**Requirement:**
The answer must be every line below that holds the word "Darga".

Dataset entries
····················

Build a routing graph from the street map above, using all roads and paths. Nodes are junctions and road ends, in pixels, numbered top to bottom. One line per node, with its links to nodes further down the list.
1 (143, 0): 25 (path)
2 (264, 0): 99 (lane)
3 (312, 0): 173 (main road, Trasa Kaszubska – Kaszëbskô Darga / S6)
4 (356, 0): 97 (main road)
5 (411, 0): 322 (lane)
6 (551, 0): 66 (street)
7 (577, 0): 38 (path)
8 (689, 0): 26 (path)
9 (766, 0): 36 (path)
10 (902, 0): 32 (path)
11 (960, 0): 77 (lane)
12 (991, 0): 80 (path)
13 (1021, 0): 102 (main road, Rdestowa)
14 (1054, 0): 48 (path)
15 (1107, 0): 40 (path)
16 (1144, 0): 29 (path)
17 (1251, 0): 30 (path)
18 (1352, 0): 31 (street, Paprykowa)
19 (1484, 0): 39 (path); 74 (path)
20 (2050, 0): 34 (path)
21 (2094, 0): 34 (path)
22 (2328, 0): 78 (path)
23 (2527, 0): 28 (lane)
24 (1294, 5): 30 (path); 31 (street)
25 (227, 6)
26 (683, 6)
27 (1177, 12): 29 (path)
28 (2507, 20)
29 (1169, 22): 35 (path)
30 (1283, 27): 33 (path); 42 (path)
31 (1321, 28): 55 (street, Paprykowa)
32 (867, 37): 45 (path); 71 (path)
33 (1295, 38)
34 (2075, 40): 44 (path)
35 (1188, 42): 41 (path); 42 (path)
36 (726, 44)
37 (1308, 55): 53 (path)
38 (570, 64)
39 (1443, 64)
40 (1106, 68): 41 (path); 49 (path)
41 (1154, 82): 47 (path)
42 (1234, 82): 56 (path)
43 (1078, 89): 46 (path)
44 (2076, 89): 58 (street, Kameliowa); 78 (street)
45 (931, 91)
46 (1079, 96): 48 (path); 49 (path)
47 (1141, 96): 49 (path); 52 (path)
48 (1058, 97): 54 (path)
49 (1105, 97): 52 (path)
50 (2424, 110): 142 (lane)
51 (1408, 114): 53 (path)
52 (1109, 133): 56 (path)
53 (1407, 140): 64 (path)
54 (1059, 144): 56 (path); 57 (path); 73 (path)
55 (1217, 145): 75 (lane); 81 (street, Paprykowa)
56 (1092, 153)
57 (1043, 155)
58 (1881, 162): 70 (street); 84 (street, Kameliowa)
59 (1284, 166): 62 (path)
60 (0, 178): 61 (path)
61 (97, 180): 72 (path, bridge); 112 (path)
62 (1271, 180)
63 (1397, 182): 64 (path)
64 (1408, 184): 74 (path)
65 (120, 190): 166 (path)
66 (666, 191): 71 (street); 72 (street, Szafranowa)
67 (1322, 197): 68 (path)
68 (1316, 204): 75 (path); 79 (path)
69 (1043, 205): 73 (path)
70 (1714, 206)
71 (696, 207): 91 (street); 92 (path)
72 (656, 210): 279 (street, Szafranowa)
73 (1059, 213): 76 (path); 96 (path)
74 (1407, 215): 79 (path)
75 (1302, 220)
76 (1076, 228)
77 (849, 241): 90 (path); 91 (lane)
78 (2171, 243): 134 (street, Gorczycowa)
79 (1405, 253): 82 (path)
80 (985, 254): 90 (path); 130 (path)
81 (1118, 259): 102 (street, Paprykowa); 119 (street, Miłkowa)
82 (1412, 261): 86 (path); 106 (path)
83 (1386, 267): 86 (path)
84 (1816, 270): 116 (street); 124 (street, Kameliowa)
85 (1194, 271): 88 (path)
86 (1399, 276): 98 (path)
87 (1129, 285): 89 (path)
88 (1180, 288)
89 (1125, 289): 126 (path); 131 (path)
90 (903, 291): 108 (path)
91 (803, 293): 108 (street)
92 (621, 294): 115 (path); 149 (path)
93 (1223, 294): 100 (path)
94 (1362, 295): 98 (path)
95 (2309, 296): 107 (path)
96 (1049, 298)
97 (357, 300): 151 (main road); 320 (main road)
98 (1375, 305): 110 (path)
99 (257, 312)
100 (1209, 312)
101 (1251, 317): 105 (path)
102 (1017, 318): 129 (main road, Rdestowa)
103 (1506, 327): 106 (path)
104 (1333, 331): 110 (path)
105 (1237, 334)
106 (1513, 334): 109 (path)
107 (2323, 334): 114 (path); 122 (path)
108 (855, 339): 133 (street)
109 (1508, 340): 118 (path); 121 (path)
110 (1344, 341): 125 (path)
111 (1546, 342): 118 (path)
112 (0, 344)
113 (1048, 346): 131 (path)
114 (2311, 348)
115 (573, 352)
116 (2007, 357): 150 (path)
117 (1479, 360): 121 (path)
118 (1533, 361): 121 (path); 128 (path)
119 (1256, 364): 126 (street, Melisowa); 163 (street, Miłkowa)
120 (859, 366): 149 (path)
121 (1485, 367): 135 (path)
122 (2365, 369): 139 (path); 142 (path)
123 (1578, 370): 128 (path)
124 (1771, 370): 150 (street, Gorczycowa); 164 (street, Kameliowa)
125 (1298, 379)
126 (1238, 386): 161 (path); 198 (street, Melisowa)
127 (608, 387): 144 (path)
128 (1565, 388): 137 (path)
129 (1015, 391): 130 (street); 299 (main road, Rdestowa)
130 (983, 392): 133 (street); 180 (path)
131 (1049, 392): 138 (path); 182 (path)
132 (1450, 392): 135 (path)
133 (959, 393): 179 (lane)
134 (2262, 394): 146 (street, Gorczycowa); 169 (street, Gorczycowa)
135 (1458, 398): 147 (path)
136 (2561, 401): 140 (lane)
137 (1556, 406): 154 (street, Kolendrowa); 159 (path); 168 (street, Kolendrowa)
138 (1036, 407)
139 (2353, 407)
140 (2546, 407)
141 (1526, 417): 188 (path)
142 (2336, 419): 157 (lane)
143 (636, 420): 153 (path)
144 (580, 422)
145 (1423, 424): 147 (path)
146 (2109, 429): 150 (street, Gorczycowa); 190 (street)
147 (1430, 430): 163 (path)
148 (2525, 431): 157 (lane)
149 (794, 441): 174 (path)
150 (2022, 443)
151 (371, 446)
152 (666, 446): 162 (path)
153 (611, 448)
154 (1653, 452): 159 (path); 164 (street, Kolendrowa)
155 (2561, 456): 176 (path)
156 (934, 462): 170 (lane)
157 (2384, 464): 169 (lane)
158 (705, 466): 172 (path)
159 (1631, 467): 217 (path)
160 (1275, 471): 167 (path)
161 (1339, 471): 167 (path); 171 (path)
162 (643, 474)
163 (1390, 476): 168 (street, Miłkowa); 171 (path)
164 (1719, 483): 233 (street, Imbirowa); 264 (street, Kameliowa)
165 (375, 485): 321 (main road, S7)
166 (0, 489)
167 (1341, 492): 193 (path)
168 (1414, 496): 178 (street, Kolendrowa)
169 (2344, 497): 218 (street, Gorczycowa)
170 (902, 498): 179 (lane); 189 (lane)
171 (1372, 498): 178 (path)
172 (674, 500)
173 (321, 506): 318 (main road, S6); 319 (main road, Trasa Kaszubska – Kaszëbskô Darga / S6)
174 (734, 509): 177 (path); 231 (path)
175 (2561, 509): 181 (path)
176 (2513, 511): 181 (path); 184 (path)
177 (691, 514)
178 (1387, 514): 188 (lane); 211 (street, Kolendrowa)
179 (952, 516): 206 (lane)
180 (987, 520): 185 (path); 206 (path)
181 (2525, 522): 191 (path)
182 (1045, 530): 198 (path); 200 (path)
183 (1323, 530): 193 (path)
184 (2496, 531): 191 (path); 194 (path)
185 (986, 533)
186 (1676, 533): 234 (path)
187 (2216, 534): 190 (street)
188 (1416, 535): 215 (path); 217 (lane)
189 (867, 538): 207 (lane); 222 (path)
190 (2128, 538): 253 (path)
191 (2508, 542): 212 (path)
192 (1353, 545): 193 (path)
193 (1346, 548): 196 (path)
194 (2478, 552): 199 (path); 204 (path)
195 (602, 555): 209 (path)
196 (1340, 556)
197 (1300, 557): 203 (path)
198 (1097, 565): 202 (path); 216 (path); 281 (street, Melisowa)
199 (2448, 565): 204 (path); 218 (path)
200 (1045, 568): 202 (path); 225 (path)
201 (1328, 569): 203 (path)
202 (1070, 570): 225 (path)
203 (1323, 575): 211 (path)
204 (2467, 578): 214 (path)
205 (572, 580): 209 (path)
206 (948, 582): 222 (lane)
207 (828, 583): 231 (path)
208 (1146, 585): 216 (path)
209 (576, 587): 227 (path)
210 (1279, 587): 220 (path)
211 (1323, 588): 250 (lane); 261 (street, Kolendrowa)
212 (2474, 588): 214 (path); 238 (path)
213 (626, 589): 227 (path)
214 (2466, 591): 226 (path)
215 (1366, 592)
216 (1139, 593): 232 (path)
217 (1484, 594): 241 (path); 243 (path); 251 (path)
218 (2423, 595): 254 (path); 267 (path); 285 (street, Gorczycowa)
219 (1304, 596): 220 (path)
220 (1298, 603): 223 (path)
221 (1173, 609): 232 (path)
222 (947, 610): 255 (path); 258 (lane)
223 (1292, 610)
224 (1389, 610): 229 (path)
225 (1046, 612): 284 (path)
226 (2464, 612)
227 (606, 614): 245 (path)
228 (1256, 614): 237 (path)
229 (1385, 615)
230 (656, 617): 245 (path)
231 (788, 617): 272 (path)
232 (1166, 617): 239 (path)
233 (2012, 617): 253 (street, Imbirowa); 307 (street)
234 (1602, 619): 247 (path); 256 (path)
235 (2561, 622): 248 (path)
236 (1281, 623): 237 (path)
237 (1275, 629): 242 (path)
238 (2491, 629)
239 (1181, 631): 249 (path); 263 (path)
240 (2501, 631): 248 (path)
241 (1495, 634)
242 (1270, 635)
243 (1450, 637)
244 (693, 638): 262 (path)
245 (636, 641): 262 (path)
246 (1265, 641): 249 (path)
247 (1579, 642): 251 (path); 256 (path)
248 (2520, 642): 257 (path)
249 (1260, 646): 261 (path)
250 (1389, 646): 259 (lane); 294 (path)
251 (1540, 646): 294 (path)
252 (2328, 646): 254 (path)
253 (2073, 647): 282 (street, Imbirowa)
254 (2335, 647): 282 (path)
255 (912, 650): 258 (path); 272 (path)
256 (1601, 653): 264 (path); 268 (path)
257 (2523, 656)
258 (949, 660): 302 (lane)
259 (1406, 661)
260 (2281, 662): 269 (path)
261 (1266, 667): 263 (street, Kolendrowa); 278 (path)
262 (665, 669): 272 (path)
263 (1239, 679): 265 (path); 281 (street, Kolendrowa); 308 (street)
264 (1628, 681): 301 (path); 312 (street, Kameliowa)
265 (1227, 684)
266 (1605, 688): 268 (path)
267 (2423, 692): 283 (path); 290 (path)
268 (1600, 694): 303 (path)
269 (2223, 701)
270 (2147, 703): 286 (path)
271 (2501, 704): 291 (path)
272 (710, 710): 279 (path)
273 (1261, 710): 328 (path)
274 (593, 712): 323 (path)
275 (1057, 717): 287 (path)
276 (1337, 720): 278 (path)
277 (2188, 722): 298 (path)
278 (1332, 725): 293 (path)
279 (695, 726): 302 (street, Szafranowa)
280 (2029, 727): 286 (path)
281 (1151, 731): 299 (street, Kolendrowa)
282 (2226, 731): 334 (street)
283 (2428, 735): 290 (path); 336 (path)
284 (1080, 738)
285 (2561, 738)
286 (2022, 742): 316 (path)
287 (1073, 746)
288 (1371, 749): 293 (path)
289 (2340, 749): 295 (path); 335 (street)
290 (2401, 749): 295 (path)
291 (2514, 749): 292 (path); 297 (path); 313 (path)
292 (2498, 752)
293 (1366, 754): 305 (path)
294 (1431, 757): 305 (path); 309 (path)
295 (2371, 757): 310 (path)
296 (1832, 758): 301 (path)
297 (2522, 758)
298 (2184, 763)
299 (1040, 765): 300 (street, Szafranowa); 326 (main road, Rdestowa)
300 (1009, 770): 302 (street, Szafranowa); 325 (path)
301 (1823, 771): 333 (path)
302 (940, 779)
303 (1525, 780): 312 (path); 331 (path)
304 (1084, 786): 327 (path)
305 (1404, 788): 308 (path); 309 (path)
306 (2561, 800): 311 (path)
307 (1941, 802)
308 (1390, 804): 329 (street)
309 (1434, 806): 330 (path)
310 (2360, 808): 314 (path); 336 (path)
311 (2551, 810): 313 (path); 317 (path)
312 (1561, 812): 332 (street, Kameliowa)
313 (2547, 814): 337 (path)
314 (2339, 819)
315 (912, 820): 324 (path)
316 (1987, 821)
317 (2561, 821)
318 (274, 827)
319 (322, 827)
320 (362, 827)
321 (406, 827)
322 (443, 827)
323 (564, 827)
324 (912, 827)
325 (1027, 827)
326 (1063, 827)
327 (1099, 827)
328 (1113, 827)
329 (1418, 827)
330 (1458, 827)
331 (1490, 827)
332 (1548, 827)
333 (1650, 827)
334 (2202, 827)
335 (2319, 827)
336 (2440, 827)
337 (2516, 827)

····················

**Exercise response:**
3 (312, 0): 173 (main road, Trasa Kaszubska – Kaszëbskô Darga / S6)
173 (321, 506): 318 (main road, S6); 319 (main road, Trasa Kaszubska – Kaszëbskô Darga / S6)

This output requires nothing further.